Support Questions
Find answers, ask questions, and share your expertise

How to load Phoenix table and read data into K-Means Python Script ?

I have a phoenix table in which I have combine the CDR (Call Detail Records) and CRM (Customer Relation Management) data.

My table has 18 columns : number, operator_a, operator_b, call_direction, call_type, call_category, number_calls, duration, longitude, latitude, age, day, month, year, zip_code,type_offer, offer, gender.

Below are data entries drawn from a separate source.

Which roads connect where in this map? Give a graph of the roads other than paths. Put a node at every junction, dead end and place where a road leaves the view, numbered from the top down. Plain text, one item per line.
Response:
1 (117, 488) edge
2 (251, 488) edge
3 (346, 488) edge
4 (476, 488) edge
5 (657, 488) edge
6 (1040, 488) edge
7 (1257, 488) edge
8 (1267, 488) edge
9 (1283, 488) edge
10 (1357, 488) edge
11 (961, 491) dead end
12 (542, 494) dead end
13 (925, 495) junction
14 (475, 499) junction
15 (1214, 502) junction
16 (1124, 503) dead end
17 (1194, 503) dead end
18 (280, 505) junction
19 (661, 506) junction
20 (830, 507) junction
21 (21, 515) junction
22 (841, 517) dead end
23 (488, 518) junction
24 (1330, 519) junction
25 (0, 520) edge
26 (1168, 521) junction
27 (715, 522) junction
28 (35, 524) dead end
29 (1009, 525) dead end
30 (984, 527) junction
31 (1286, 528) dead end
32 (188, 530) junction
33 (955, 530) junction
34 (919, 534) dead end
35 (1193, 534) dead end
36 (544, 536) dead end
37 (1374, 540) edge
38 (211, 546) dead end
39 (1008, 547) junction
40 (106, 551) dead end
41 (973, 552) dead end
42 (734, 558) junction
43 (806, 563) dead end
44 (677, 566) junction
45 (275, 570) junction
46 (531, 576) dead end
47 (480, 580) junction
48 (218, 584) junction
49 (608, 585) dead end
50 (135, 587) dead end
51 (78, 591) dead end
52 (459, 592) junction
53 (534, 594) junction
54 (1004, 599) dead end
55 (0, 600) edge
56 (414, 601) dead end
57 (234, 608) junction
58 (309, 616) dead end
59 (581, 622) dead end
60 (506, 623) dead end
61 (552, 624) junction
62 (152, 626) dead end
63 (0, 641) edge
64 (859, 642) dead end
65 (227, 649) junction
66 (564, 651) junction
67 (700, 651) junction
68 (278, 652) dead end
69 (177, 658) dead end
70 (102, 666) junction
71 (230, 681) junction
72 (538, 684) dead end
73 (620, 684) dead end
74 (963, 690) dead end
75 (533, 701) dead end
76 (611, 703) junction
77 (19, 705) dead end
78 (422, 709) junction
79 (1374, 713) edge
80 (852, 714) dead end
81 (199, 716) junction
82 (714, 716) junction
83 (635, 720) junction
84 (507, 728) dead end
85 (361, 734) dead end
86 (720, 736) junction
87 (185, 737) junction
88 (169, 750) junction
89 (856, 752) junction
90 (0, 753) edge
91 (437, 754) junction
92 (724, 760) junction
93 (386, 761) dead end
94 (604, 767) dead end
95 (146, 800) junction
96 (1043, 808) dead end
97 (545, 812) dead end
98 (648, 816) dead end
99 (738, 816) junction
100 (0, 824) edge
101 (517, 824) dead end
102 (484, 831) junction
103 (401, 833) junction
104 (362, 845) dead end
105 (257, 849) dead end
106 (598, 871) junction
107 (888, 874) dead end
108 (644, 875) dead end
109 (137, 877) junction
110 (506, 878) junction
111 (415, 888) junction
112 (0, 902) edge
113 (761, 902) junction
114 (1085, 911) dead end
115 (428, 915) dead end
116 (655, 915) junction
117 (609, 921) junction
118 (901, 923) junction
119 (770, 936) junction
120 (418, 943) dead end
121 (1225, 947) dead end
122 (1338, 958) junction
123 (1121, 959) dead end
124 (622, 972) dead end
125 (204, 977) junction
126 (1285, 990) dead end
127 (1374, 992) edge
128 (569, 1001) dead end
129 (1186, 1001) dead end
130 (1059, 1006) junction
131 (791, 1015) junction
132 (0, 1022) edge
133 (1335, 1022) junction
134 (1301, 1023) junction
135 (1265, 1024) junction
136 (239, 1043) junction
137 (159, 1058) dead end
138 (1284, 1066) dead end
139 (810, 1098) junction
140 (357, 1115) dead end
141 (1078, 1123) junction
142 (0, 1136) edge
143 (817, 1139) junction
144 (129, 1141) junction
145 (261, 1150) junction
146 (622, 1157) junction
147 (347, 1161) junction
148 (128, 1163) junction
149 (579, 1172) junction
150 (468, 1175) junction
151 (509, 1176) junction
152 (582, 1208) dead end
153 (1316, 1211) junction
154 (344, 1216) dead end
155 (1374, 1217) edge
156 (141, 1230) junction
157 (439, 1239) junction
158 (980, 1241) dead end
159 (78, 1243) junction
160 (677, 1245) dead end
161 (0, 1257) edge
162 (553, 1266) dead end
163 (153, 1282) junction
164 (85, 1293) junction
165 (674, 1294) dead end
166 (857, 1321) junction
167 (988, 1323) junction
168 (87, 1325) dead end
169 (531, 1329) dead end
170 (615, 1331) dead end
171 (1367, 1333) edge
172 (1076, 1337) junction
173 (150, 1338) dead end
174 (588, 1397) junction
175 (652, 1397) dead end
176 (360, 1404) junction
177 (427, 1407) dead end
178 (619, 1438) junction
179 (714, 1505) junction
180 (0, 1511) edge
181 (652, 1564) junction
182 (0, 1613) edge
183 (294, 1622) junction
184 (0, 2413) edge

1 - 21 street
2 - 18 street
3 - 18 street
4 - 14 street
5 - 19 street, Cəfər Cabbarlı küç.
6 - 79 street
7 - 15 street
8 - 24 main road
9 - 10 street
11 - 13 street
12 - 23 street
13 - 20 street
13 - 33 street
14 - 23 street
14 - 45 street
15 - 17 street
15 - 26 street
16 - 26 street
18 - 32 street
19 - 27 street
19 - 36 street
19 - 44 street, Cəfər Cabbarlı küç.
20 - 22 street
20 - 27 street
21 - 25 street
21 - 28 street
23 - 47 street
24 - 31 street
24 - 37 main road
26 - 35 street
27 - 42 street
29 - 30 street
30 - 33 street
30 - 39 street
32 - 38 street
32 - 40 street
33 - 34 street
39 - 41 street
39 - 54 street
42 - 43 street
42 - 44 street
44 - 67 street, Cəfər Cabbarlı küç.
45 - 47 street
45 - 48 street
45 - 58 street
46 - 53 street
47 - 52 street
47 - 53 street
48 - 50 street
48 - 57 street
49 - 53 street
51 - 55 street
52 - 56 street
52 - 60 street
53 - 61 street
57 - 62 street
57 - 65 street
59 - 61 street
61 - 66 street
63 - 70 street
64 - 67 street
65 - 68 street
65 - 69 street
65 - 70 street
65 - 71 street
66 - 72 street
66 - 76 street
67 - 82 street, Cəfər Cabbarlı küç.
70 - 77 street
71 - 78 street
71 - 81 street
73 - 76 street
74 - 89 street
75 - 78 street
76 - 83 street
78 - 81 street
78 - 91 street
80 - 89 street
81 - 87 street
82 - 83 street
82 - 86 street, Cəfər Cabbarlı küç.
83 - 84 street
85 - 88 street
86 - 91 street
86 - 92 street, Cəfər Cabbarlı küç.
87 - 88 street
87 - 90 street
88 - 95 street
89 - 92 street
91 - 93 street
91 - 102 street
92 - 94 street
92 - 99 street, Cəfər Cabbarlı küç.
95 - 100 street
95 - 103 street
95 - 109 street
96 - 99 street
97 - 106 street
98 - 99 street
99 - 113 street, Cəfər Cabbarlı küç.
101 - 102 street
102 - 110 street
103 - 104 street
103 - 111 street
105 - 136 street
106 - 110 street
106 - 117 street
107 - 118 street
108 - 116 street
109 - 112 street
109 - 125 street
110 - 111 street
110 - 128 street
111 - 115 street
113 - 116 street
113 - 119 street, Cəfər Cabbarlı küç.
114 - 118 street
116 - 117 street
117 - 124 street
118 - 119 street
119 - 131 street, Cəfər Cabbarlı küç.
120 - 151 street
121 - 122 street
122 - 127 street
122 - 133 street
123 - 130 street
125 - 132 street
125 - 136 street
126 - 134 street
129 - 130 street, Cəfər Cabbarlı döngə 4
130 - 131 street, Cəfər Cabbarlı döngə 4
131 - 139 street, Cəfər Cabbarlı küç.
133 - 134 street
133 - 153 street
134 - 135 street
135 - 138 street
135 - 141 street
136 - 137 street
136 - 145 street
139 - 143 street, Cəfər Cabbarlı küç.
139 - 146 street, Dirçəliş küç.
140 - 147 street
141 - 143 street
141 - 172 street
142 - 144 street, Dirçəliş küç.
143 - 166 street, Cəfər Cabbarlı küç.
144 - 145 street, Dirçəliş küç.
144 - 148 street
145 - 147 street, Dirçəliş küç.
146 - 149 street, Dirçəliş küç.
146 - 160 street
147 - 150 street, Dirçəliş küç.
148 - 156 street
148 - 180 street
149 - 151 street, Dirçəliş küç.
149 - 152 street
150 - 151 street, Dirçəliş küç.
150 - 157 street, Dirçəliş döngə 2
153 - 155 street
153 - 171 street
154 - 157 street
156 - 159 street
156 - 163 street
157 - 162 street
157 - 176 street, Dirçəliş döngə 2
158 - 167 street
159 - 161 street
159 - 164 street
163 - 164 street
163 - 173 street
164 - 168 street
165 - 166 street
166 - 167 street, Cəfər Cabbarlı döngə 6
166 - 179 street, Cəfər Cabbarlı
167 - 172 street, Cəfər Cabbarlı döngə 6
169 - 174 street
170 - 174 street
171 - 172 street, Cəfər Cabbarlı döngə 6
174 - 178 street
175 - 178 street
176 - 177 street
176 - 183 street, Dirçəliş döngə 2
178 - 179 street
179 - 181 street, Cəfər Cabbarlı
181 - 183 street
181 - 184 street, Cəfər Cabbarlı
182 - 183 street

I am a beginner in machine learning and I am having trouble loading the table into my python script for clustering purpose.

This is what I have got so far, I am sure how to proceed or if I am doing it wrong

from matplotlib import pyplot as plt
from scipy.cluster.hierarchy import dendrogram, linkage
import numpy as np
import phoenixdb
from sklearn import preprocessing
from sklearn.cluster import KMeans
database_url = 'http://localhost:8765/'
conn = phoenixdb.connect(database_url, autocommit=True)
cursor = conn.cursor()
cursor.execute("SELECT * FROM X LIMIT 45000")
df = pd.DataFrame(cursor.fetchall())
df.columns = [i[0] for i in cursor.description]
label_encoder = preprocessing.LabelEncoder()
df["ANUMBER"] = label_encoder.fit_transform(df["ANUMBER"])
df["AOPERATOR"] = label_encoder.fit_transform(df["AOPERATOR"])
df["BOPERATOR"] = label_encoder.fit_transform(df["BOPERATOR"])
df["DIRECTION"] = label_encoder.fit_transform(df["DIRECTION"])
df["TYPE"] = label_encoder.fit_transform(df["TYPE"])
df["CAT"] = label_encoder.fit_transform(df["CAT"])
df["NBR"] = label_encoder.fit_transform(df["NBR"])
df["DUREE"] = label_encoder.fit_transform(df["DUREE"])
df["LON"] = label_encoder.fit_transform(df["LON"])
df["LAT"] = label_encoder.fit_transform(df["LAT"])
df["AGE"] = label_encoder.fit_transform(df["AGE"])
df["DAY"] = label_encoder.fit_transform(df["DAY"])
df["MONTH"] = label_encoder.fit_transform(df["MONTH"])
df["YEAR"] = label_encoder.fit_transform(df["YEAR"])
df["ZIP"] = label_encoder.fit_transform(df["ZIP"])
df["TOFFER"] = label_encoder.fit_transform(df["TOFFER"])
df["OFFER"] = label_encoder.fit_transform(df["OFFER"])
df["GENDER"] = label_encoder.fit_transform(df["GENDER"])
df =df.dropna()